C'est ainsi qu'on rencontrera certaines figures qui imprimeront à l'histoire leurs noms, et qui ne sont alors que de petits officiers travaillant au succès des armées révolutionnaires. Voici Lannes qui, blessé et apprenant Arcole, court jusqu'au champ de bataille et se jette dans le combat ! Le même Lannes qui, à l'occasion, tombe sur la cavalerie autrichienne, se fait passer pour un officier de cette armée et s'en sort en ordonnant aux cavaliers de baisser les armes et de retourner d'où ils viennent ! Voici Marmont, l'éternel jaloux qui ne cesse de descendre ses compagnons dans ses mémoires au point que cela en devient presque un gag. Voici Murat, voici Lasalle, qui feront craindre à toutes les cavaleries d’Europe la fougue des cavaliers français.
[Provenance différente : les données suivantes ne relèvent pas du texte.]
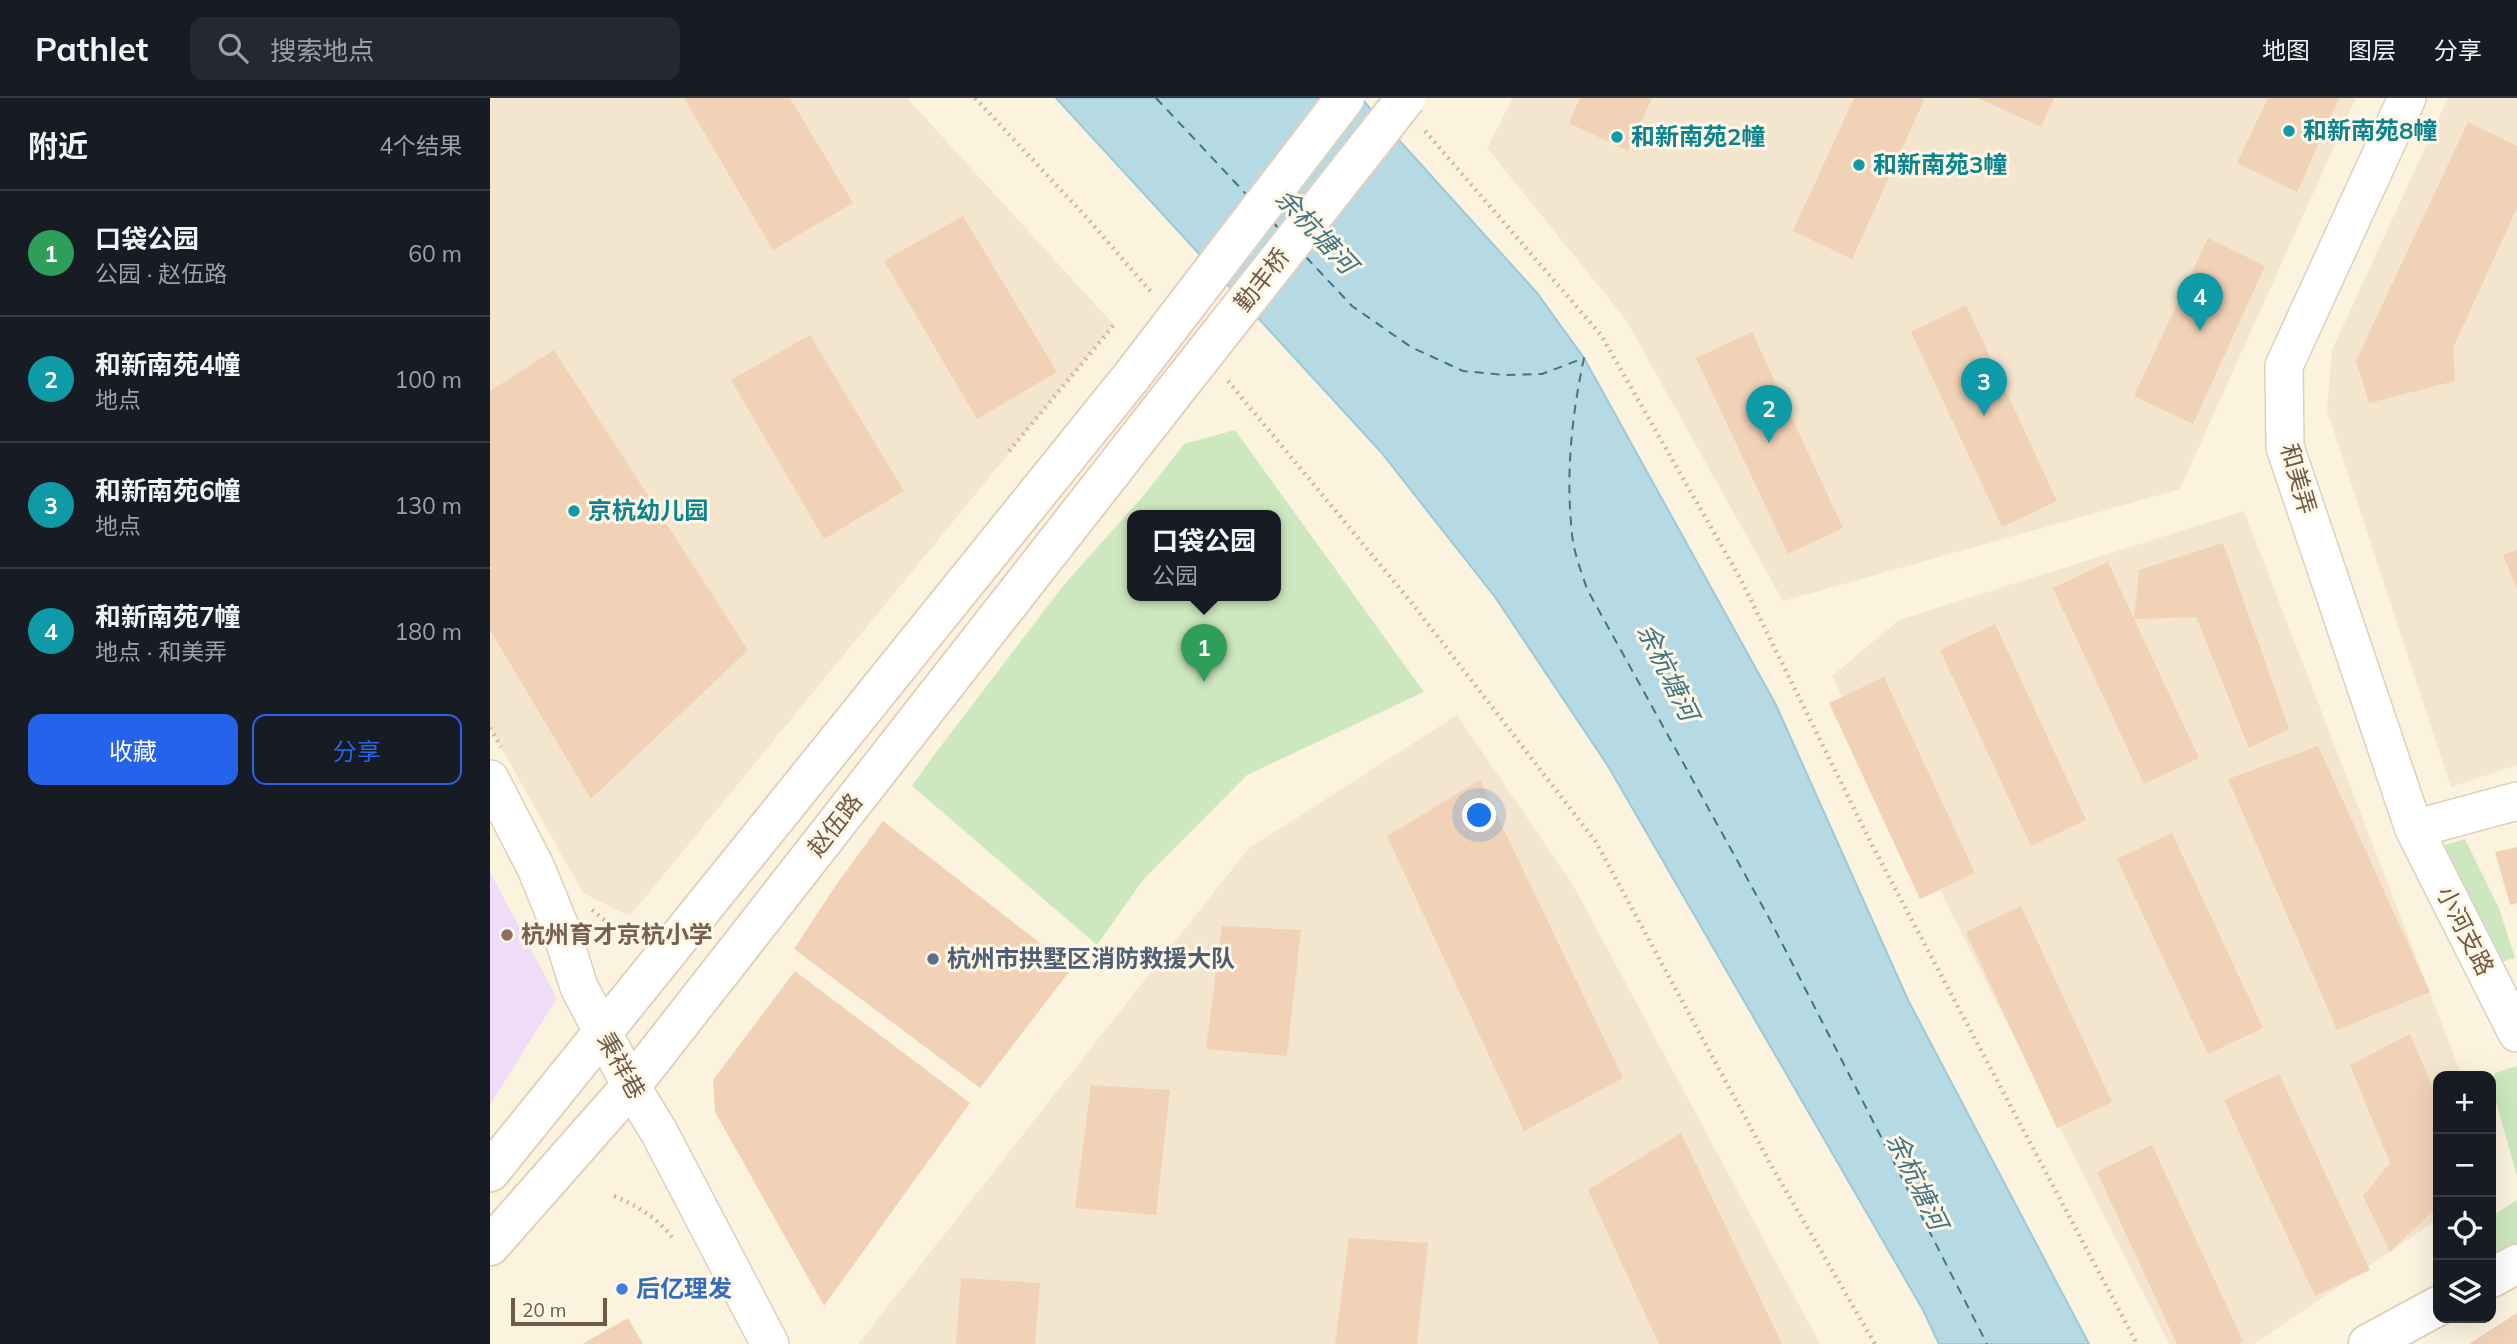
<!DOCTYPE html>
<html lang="zh">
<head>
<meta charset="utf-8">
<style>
	:root { --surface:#171b24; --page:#242831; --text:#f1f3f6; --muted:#9ea1a6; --line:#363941; --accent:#2563eb }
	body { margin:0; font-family:Mulish,"Noto Sans SC",sans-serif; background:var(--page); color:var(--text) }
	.controls { position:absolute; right:21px; bottom:21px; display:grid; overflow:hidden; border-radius:14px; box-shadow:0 7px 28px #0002 }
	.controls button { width:63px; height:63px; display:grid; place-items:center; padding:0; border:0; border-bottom:2px solid var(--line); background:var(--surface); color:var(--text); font:35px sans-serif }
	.scale { position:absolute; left:21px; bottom:18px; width:96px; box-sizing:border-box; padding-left:7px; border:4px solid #715948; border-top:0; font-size:19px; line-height:24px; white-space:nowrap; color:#715948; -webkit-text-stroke:5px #fff7e5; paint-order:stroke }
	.you { position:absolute; left:990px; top:718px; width:24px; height:24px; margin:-18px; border:5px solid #fff; border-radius:50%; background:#1a73e8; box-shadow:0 0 0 10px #1a73e833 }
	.badge { display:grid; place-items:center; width:46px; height:46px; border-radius:50%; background:var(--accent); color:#fff; font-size:23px; font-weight:700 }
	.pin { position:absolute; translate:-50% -58px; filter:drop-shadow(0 2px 4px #0008) }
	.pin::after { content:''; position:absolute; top:37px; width:24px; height:21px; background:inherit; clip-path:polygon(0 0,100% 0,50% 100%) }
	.popup { position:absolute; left:637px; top:412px; width:154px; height:91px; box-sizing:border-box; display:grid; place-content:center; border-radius:14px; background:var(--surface); filter:drop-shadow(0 2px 5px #0005); font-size:23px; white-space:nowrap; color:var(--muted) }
	.popup b { font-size:26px; color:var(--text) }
	.popup::after { content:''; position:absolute; left:50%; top:100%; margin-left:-14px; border:14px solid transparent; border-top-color:var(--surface) }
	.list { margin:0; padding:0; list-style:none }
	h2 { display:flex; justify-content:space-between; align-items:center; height:91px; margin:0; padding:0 28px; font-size:30px }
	h2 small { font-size:23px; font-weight:400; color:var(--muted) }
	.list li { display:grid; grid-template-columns:46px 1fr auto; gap:21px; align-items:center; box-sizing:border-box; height:126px; padding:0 28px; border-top:2px solid var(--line) }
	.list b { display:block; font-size:26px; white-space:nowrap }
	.list p { margin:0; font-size:23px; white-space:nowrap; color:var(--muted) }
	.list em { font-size:23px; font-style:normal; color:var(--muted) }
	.actions { display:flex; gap:14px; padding:21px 28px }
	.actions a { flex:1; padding:16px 0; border:2px solid var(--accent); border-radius:14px; text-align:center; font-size:24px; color:var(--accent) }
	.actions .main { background:var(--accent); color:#fff }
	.icon { flex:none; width:38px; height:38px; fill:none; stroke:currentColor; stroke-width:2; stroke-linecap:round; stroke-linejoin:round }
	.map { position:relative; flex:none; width:2027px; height:1246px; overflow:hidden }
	header { display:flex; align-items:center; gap:42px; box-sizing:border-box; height:98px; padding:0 35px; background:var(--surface); border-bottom:2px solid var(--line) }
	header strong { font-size:33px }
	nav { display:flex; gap:38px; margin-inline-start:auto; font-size:24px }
	.search { width:490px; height:63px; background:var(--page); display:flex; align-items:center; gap:18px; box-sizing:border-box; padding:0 24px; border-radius:14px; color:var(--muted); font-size:26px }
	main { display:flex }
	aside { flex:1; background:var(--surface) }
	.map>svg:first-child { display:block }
	.residential { fill:#f3e5ce }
	.education { fill:#efdcf7 }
	.green { fill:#cde8bf; fill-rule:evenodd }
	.water { fill:#b5dae4; stroke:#9bc9d6; stroke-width:2 }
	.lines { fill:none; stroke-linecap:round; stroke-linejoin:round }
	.ferry { stroke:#417585; stroke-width:2; stroke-dasharray:9 7; stroke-linecap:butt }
	.building { fill:#f1d2b7 }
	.street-casing { stroke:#dfcfbc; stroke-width:40 }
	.secondary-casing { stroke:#e4d0ba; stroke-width:42 }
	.path { stroke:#d5b59b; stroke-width:4.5; stroke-dasharray:2 5; stroke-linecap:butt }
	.street { stroke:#fff; stroke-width:37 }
	.secondary { stroke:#fff; stroke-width:38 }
	.secondary-bridge-casing { stroke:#e4d0ba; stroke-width:42; stroke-linecap:butt }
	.secondary-bridge { stroke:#fff; stroke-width:38 }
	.culture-dot { fill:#0f9aa8; stroke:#fff7e5; stroke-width:2.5 }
	.education-dot { fill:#8d6e63; stroke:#fff7e5; stroke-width:2.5 }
	.service-dot { fill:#5c6f8a; stroke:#fff7e5; stroke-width:2.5 }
	.shop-dot { fill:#3f7fe0; stroke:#fff7e5; stroke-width:2.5 }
	.labels { text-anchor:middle; stroke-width:6; stroke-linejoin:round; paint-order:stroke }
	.culture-label { font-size:24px; font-weight:bold; fill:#0d838f; stroke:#fff7e5; text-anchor:start }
	.street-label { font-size:24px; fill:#715948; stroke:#fff7e5 }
	.education-label { font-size:24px; font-weight:bold; fill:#785e54; stroke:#fff7e5; text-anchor:start }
	.service-label { font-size:24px; font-weight:bold; fill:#4e5e75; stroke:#fff7e5; text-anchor:start }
	.shop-label { font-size:24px; font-weight:bold; fill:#366cbe; stroke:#fff7e5; text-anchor:start }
	.water-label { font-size:26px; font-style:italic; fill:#417585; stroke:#fff7e5 }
</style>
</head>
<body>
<header>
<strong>Pathlet</strong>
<div class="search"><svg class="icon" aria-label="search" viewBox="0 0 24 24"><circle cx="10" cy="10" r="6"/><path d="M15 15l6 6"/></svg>搜索地点</div>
<nav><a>地图</a><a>图层</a><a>分享</a></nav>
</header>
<main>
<aside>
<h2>附近<small>4个结果</small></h2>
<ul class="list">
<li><span class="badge" style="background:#2e9e5b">1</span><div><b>口袋公园</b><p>公园 · 赵伍路</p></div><em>60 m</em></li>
<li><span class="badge" style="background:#0f9aa8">2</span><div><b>和新南苑4幢</b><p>地点</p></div><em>100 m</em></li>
<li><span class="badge" style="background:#0f9aa8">3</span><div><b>和新南苑6幢</b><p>地点</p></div><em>130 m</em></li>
<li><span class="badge" style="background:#0f9aa8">4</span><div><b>和新南苑7幢</b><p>地点 · 和美弄</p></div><em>180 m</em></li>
</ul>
<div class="actions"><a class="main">收藏</a><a>分享</a></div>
</aside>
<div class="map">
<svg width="2027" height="1246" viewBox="0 0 2027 1246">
	<rect width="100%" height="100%" fill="#fcf3df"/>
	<path class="residential" d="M0,0H417L624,227L140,818L93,795L0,630Z
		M1023,0H1866L1690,391L1293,503L1136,222L997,50Z
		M1958,0H2027V667L1961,689L1837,312L1842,252Z
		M1754,413L1972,978H1948V1121L1764,1246H1679L1342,578L1409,522Z
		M967,617L1083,787L1330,1246H368L758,751Z"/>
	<path class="education" d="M0,774L67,900L0,1007Z"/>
	<path class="green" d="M745,332L934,594L757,677L653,782L607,847L422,688L444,657L573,488L654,397L694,346ZM642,418H786V498H642Z
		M1975,741L2009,810L2025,860L2010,864L1942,751Z
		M2027,968V1078L2001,986L2005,975Z
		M2027,1102V1148L2001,1162V1119Z"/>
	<path class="water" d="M566,0H871L1047,195L1094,260L1286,607L1418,902L1599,1246H1449L1433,1212L1118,668L1005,499L891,354Z"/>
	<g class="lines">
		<path class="ferry" d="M666,0L756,96
			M782,123L790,132
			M816,159L862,208L921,249L973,273L1015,277L1052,276L1094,260C1081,321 1075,382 1083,444C1086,460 1092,476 1097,491L1279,820L1497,1246"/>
	</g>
	<path class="building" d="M194,0H300L363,105L283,152Z
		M1090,0H1162L1138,53L1079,25Z
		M1364,0H1430L1434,2L1362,161L1303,133Z
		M1488,0H1564L1551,29Z
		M1778,0H1849L1807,94L1747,65Z
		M1978,24L2027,48V110L1963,250L1965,283L1879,305L1866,263Z
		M473,118L567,274L487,321L394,163Z
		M1718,140L1775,168L1703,326L1644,298Z
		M1476,207L1567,403L1512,429L1421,234Z
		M1262,234L1353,430L1298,456L1206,260Z
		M320,237L414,393L334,441L241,282Z
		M64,252L258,552L101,701L0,532V293Z
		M1733,445L1799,631L1759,650L1706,519L1644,521L1709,660L1654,686L1563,490L1618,464L1644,521L1649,472Z
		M2027,452V491L2013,457Z
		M1505,526L1596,722L1541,748L1450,552Z
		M1394,579L1485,775L1430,801L1339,605Z
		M1828,648L1940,894L1847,932L1738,681Z
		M990,682L1133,980L1034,1033L897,738Z
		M393,723L582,870L490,990L304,851L346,787Z
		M1682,735L1773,930L1718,956L1627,761Z
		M2027,749V805L2020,807L2005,754Z
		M1531,808L1622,1004L1567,1030L1476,834Z
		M732,828L811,832L797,958L716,951Z
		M305,873L480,1005L334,1208L225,1014L223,982Z
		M1920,936L1948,1002V1108L1900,1154L1873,1098L1900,1065L1860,967Z
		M1789,976L1880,1172L1825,1198L1734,1002Z
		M601,987L680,992L666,1117L585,1110Z
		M1191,1035L1292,1246H1169L1098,1092Z
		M1662,1047L1753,1243L1747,1246H1687L1607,1074Z
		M859,1140L938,1145L927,1246H845Z
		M471,1180L550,1185L545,1246H466Z
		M2027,1215V1246H1979Z
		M138,1220L153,1246H92Z"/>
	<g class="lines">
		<defs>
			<path id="street" d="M1917,0L1794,268L1795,349L1924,731L2027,935
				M0,681L46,770L70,829L89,889L141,988L169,1034L280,1246
				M1924,731L2027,703"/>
			<path id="secondary" d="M0,1074L642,278
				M0,1148L141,988L681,298
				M2001,1180L2027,1166
				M1878,1246L1948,1208"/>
		</defs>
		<use href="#street" class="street-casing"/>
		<use href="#secondary" class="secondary-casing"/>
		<path class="path" d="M485,0L597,120L661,194
			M935,33L1111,237L1250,480L1382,747L1647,1246
			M738,283L921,504L1106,744L1281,1067L1385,1246
			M519,353L624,227
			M0,630L11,649
			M102,812L123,829
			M124,1098C148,1108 166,1119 182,1139"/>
		<use href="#street" class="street"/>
		<use href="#secondary" class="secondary"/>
		<defs>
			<path id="secondary-bridge" d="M642,278L855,0
				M681,298L916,0"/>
		</defs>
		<use href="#secondary-bridge" class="secondary-bridge-casing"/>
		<use href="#secondary-bridge" class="secondary-bridge"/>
	</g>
	<g class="culture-dot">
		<circle cx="1799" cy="33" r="7"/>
		<circle cx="1127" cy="39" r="7"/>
		<circle cx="1369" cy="67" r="7"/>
		<circle cx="84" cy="413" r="7"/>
	</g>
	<circle class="education-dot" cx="17" cy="837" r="7"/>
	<circle class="service-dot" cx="443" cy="861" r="7"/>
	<circle class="shop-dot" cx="132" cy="1191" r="7"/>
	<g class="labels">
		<g class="culture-label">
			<text x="1813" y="41">和新南苑8幢</text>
			<text x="1141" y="47">和新南苑2幢</text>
			<text x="1383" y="75">和新南苑3幢</text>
			<text x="98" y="421">京杭幼儿园</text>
		</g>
		<g class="street-label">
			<text transform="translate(772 182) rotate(-52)" y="8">勤丰桥</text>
			<text transform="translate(1808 381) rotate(74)" y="8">和美弄</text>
			<text transform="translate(345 727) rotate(-52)" y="8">赵伍路</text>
			<text transform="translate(1975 833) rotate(63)" y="8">小河支路</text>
			<text transform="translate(131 968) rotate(61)" y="8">秉祥巷</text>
		</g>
		<g class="education-label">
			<text x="31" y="845">杭州育才京杭小学</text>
		</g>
		<g class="service-label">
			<text x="457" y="869">杭州市拱墅区消防救援大队</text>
		</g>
		<g class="shop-label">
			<text x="146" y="1199">后亿理发</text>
		</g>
		<g class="water-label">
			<text transform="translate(826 133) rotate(47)" y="9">余杭塘河</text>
			<text transform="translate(1178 574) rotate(64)" y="9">余杭塘河</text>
			<text transform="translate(1427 1083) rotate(64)" y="9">余杭塘河</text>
		</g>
	</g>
</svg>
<div class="controls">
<button>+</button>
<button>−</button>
<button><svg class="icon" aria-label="locate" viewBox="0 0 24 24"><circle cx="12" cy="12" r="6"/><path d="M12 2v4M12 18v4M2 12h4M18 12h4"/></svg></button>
<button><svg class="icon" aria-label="layers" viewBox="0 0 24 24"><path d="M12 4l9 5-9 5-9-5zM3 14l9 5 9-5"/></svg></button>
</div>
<div class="scale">20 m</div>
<div class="you"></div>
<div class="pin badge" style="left:714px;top:584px;background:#2e9e5b">1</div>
<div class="popup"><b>口袋公园</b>公园</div>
<div class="pin badge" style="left:1279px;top:345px;background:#0f9aa8">2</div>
<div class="pin badge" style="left:1494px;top:318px;background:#0f9aa8">3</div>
<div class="pin badge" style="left:1710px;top:233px;background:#0f9aa8">4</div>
</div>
</main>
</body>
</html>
Voici enfin Bonaparte qui, avec un millier d'hommes, se fait encercler au hasard par cinq milles Autrichiens. L'officier autrichien ordonne aux Français de se rendre. Bonaparte, avec une assurance absolue, entame ce bluff à peine croyable : il se présente comme le général en chef. Pourquoi les Autrichiens croient-ils être parvenus jusqu'ici sans encombres ? La bataille a déjà été livrée et remportée par les Français. Ces cinq milles Autrichiens sont perdus au milieu du dispositif français ! C'est à eux de se rendre, sans quoi on les fera fusiller ! L'officier autrichien demande un instant pour discuter avec ses subordonnés, Bonaparte s'impatiente et fait prendre les armes à ses hommes. Il reçoit alors sans délai la reddition. Voici comment on fait cinq milles prisonniers. Comment les armées autrichiennes, habituées à « la guerre en dentelle », auraient pu faire face à de tels hommes ?
Rétablir la vérité, c'est finalement rendre les honneurs que mérite cette figure extraordinaire de notre histoire. Maître de la propagande, génie tactique, Bonaparte n'est presque rien lorsqu'il arrive à Nice en mars 1796. Un an plus tard, il dicte sa politique au Directoire, force la paix avec l’Autriche, contrôle l'Italie et commande une armée dont l'admiration sans borne pour leur général en chef préfigure déjà le culte impérial.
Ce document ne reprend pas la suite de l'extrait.